Director: Kumakiri Kazuyoshi
Cast: Sagara Itsuki, Taiga, Kawai Aoba, Moro Morooka, Fuji Tatsuya, Kora Kengo, Nikaido Fumi, Asano Tadanobu
Languages: Japanese with English subtitles
2014; 128 min.; DCP

SCHEDULE:

Wednesday July 9, 6:00pm
Film Society of Lincoln Center

Q&A with Nikaido Fumi, who will be presented with the Screen International Rising Star Award.

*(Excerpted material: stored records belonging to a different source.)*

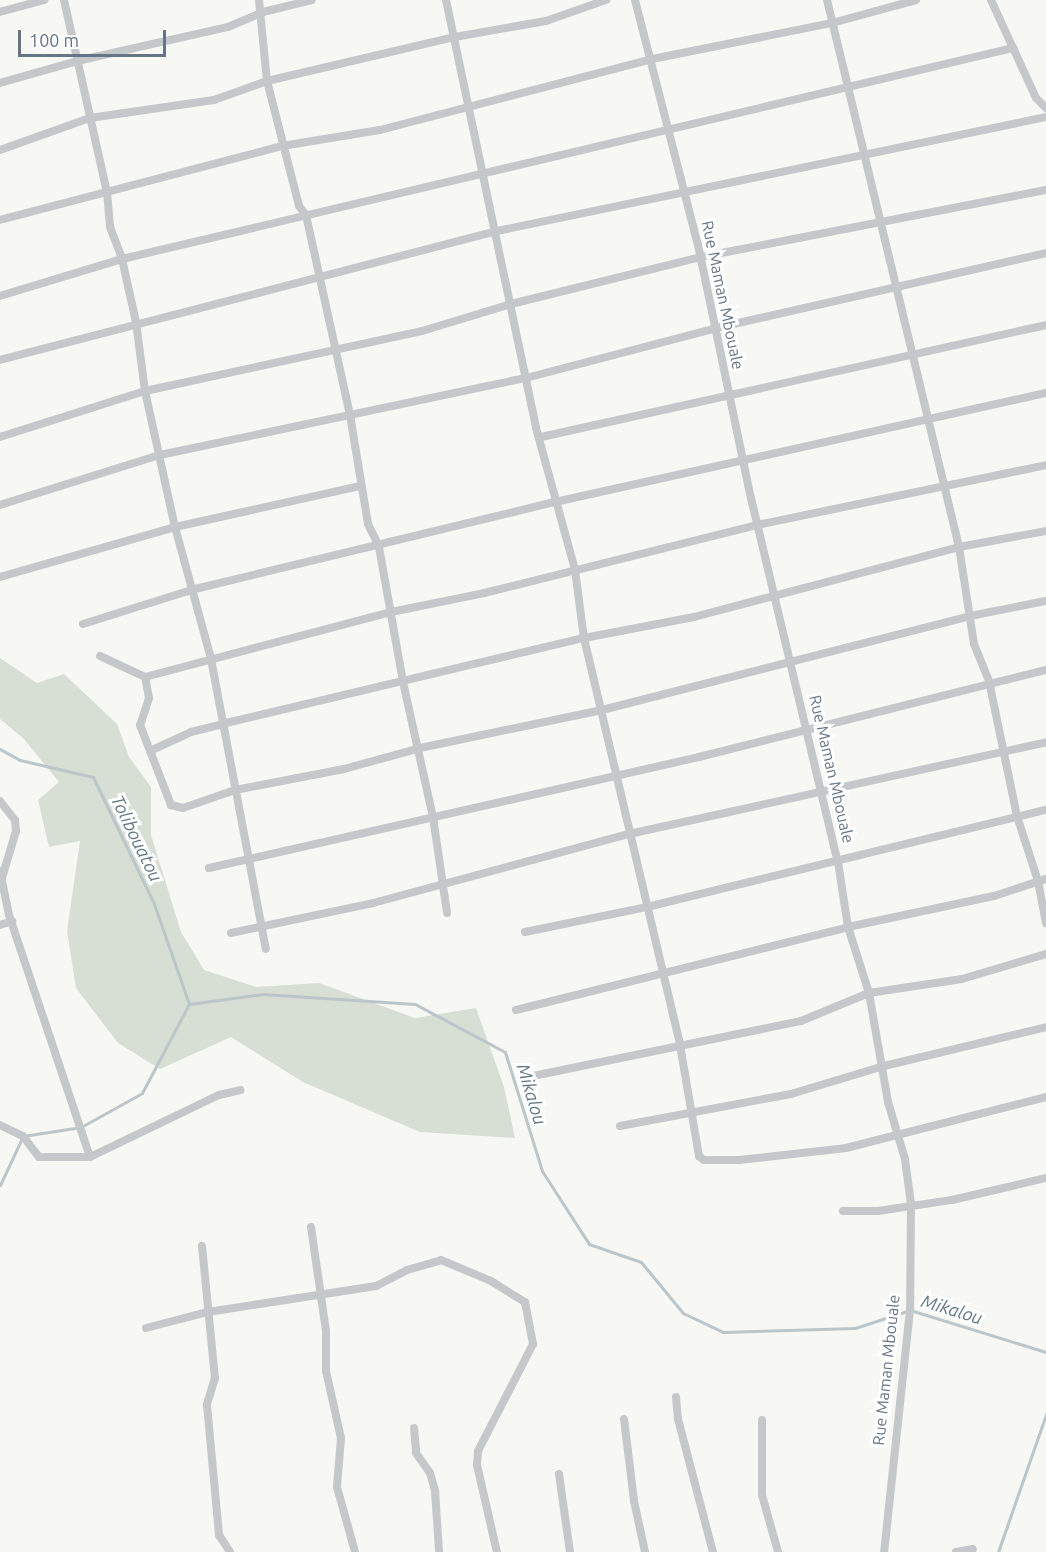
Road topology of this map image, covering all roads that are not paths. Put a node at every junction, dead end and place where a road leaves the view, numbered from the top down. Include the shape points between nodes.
1 (44, 0) edge
2 (64, 0) edge
3 (259, 0) edge
4 (312, 0) edge
5 (446, 0) edge
6 (606, 0) edge
7 (635, 0) edge
8 (827, 0) edge
9 (916, 0) edge
10 (991, 0) edge
11 (0, 12) edge
12 (263, 12) junction
13 (832, 23) junction
14 (455, 37) junction
15 (1012, 48) junction
16 (652, 59) junction
17 (77, 61) junction
18 (267, 81) junction
19 (0, 83) edge
20 (848, 87) junction
21 (466, 105) junction
22 (1046, 108) edge
23 (1046, 117) edge
24 (90, 118) junction
25 (668, 127) junction
26 (282, 146) junction
27 (0, 150) edge
28 (864, 156) junction
29 (482, 173) junction
30 (1046, 190) edge
31 (107, 192) junction
32 (685, 194) junction
33 (306, 215) junction
34 (0, 220) edge
35 (879, 221) junction
36 (497, 231) junction
37 (1046, 253) edge
38 (701, 257) junction
39 (122, 259) junction
40 (320, 278) junction
41 (895, 285) junction
42 (0, 296) edge
43 (511, 304) junction
44 (136, 322) junction
45 (1046, 325) edge
46 (716, 328) junction
47 (333, 348) junction
48 (912, 353) junction
49 (0, 360) edge
50 (526, 378) junction
51 (145, 391) junction
52 (1046, 393) edge
53 (729, 396) junction
54 (350, 415) junction
55 (928, 417) junction
56 (0, 436) edge
57 (541, 437) junction
58 (160, 455) junction
59 (743, 461) junction
60 (1046, 465) edge
61 (944, 484) junction
62 (360, 486) junction
63 (555, 502) junction
64 (0, 505) edge
65 (758, 525) junction
66 (175, 527) junction
67 (1046, 531) edge
68 (379, 547) junction
69 (959, 547) junction
70 (575, 570) junction
71 (0, 577) edge
72 (195, 589) junction
73 (774, 593) junction
74 (1046, 601) edge
75 (392, 612) junction
76 (970, 616) junction
77 (83, 624) dead end
78 (584, 638) junction
79 (100, 656) dead end
80 (211, 659) junction
81 (790, 661) junction
82 (1046, 670) edge
83 (145, 677) junction
84 (989, 681) junction
85 (403, 682) junction
86 (602, 710) junction
87 (222, 724) junction
88 (808, 727) junction
89 (1046, 742) edge
90 (420, 748) junction
91 (150, 751) junction
92 (1003, 754) junction
93 (616, 775) junction
94 (236, 789) junction
95 (822, 794) junction
96 (0, 801) edge
97 (1046, 810) edge
98 (1017, 816) junction
99 (433, 817) junction
100 (629, 834) junction
101 (247, 858) junction
102 (838, 862) junction
103 (209, 868) dead end
104 (1, 875) edge
105 (1042, 880) edge
106 (443, 883) junction
107 (647, 907) junction
108 (447, 913) dead end
109 (12, 921) junction
110 (1046, 923) edge
111 (0, 925) edge
112 (260, 927) junction
113 (848, 927) junction
114 (525, 932) dead end
115 (231, 933) dead end
116 (266, 950) dead end
117 (1046, 954) edge
118 (663, 973) junction
119 (869, 993) junction
120 (516, 1010) dead end
121 (1046, 1027) edge
122 (680, 1045) junction
123 (884, 1066) junction
124 (533, 1076) dead end
125 (240, 1090) dead end
126 (1046, 1097) edge
127 (691, 1110) junction
128 (0, 1125) edge
129 (620, 1126) dead end
130 (899, 1134) junction
131 (90, 1157) junction
132 (1046, 1178) edge
133 (911, 1204) junction
134 (843, 1211) dead end
135 (311, 1227) dead end
136 (202, 1246) dead end
137 (320, 1293) junction
138 (208, 1312) junction
139 (146, 1328) dead end
140 (676, 1396) dead end
141 (624, 1419) dead end
142 (762, 1420) dead end
143 (414, 1428) dead end
144 (559, 1474) dead end
145 (973, 1549) dead end
146 (230, 1552) edge
147 (355, 1552) edge
148 (439, 1552) edge
149 (497, 1552) edge
150 (570, 1552) edge
151 (645, 1552) edge
152 (713, 1552) edge
153 (777, 1552) edge
154 (884, 1552) edge
155 (956, 1552) edge

1 - 11 street
2 - 17 street
3 - 12 street
4 - 12 street
5 - 14 street
6 - 14 street via 546,21
7 - 16 street, Rue Maman Mbouale
8 - 13 street
9 - 13 street
10 - 15 street
12 - 17 street via 228,27
12 - 18 street
13 - 16 street
13 - 20 street
14 - 18 street
14 - 21 street
15 - 20 street
15 - 22 street via 1036,98
16 - 21 street
16 - 25 street, Rue Maman Mbouale
17 - 19 street
17 - 24 street
18 - 24 street via 214,100
18 - 26 street
20 - 25 street
20 - 28 street
21 - 26 street via 380,130
21 - 29 street
23 - 28 street
24 - 27 street
24 - 31 street
25 - 29 street
25 - 32 street, Rue Maman Mbouale
26 - 31 street
26 - 33 street via 299,207
28 - 32 street
28 - 35 street
29 - 33 street
29 - 36 street
30 - 35 street
31 - 34 street
31 - 39 street via 110,226
32 - 36 street
32 - 38 street, Rue Maman Mbouale
33 - 39 street
33 - 40 street
35 - 38 street
35 - 41 street
36 - 40 street
36 - 43 street
37 - 41 street
38 - 43 street
38 - 46 street, Rue Maman Mbouale
39 - 42 street
39 - 44 street
40 - 44 street
40 - 47 street
41 - 46 street
41 - 48 street
43 - 47 street via 422,331
43 - 50 street
44 - 49 street
44 - 51 street
45 - 48 street
46 - 50 street
46 - 53 street, Rue Maman Mbouale
47 - 51 street
47 - 54 street
48 - 53 street
48 - 55 street
50 - 54 street
50 - 57 street
51 - 56 street
51 - 58 street
52 - 55 street
53 - 57 street
53 - 59 street, Rue Maman Mbouale
54 - 58 street
54 - 62 street
55 - 59 street
55 - 61 street
57 - 63 street
58 - 64 street
58 - 66 street
59 - 63 street
59 - 65 street, Rue Maman Mbouale
60 - 61 street
61 - 65 street
61 - 69 street
62 - 66 street
62 - 68 street via 368,524
63 - 68 street
63 - 70 street
65 - 70 street
65 - 73 street, Rue Maman Mbouale
66 - 71 street
66 - 72 street
67 - 69 street
68 - 72 street
68 - 75 street
69 - 73 street
69 - 76 street
70 - 75 street
70 - 78 street
72 - 77 street
72 - 80 street
73 - 78 street via 694,617
73 - 81 street, Rue Maman Mbouale
74 - 76 street
75 - 80 street
75 - 85 street
76 - 81 street
76 - 84 street via 974,644
78 - 85 street
78 - 86 street
79 - 83 street
80 - 83 street
80 - 87 street
81 - 86 street
81 - 88 street, Rue Maman Mbouale
82 - 84 street
83 - 91 street via 149,698 140,725
84 - 88 street via 815,729
84 - 92 street
85 - 87 street
85 - 90 street
86 - 90 street
86 - 93 street
87 - 91 street via 191,732
87 - 94 street
88 - 93 street
88 - 95 street, Rue Maman Mbouale
89 - 92 street
90 - 94 street via 344,770
90 - 99 street
91 - 94 street via 174,808
92 - 95 street
92 - 98 street
93 - 99 street
93 - 100 street
94 - 101 street
95 - 100 street
95 - 102 street, Rue Maman Mbouale
96 - 104 street via 15,820 16,831
97 - 98 street
98 - 102 street
98 - 105 street
99 - 101 street
99 - 106 street
100 - 106 street
100 - 107 street
101 - 103 street
101 - 112 street
102 - 107 street
102 - 113 street, Rue Maman Mbouale
104 - 109 street
105 - 110 street
105 - 113 street via 994,896
106 - 108 street
106 - 112 street
107 - 114 street
107 - 118 street
109 - 111 street
109 - 131 street
112 - 115 street
112 - 116 street
113 - 118 street
113 - 119 street, Rue Maman Mbouale
117 - 119 street via 962,979
118 - 120 street
118 - 122 street
119 - 122 street via 801,1021
119 - 123 street, Rue Maman Mbouale
121 - 123 street
122 - 124 street
122 - 127 street
123 - 127 street via 791,1094
123 - 130 street, Rue Maman Mbouale via 888,1102
125 - 131 street via 219,1095
126 - 130 street via 979,1117
127 - 129 street
127 - 130 street via 696,1150 704,1160 834,1150
128 - 131 street via 23,1136 39,1157
130 - 133 street, Rue Maman Mbouale
132 - 133 street via 952,1200
133 - 134 street via 878,1211
133 - 154 street, Rue Maman Mbouale via 910,1310
135 - 137 street
136 - 138 street
137 - 138 street
137 - 147 street via 326,1331 326,1371 341,1438 337,1487
137 - 149 street via 376,1286 441,1260 491,1281 525,1302 533,1344 478,1451 477,1466
138 - 139 street
138 - 146 street via 215,1378 207,1405 219,1535
140 - 152 street via 678,1419
141 - 151 street
142 - 153 street via 762,1495
143 - 148 street via 416,1453 430,1473 435,1491
144 - 150 street
145 - 155 street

Screen International Rising Star Asia Award
Nikaido Fumi
二階堂ふみ

"Nikaido... disappears into her roles, creating characters that are radically different from each other, from the swaggering gangster's daughter in Why Don't You Play in Hell? and the bubbly Gothic Lolita girl in Mourning Recipe to a cool-eyed student in the coming-of-age drama Au Revoir l'eté." –Mark Schilling

Born in 1994 in Naha, Okinawa, Nikaido Fumi has graced Japanese screens from an early age, starting from her first TV drama, Juken no Kamisama, in 2007, and Yakusho Koji's directorial debut, the bizarre family comedy Toad's Oil, in 2009. She rose to international prominence in 2011, when she received the Marcello Mastroianni Award (a prize awarded to best newcomers) at the 2011 Venice Film Festival for her outstanding electrifying performance in Sion Sono's Himizu, jointly with co-star Sometani Shota (whose girlfriend she played).

Since then, she has appeared in Brain Man, alongside star actor Ikuta Toma, Miike Takashi's Lesson of Evil, and Tanada Yuki's Mourning Recipe. As part of a focus on the meteoric ascension of the 20-year-old former model and now full-fledged actress, NYAFF will present Fukada Koji's summer-at-the-beach drama Au Revoir l'eté, Sono's action comedy Why Don't You Play in Hell?, and My Man by Kumakiri Kazuyoshi.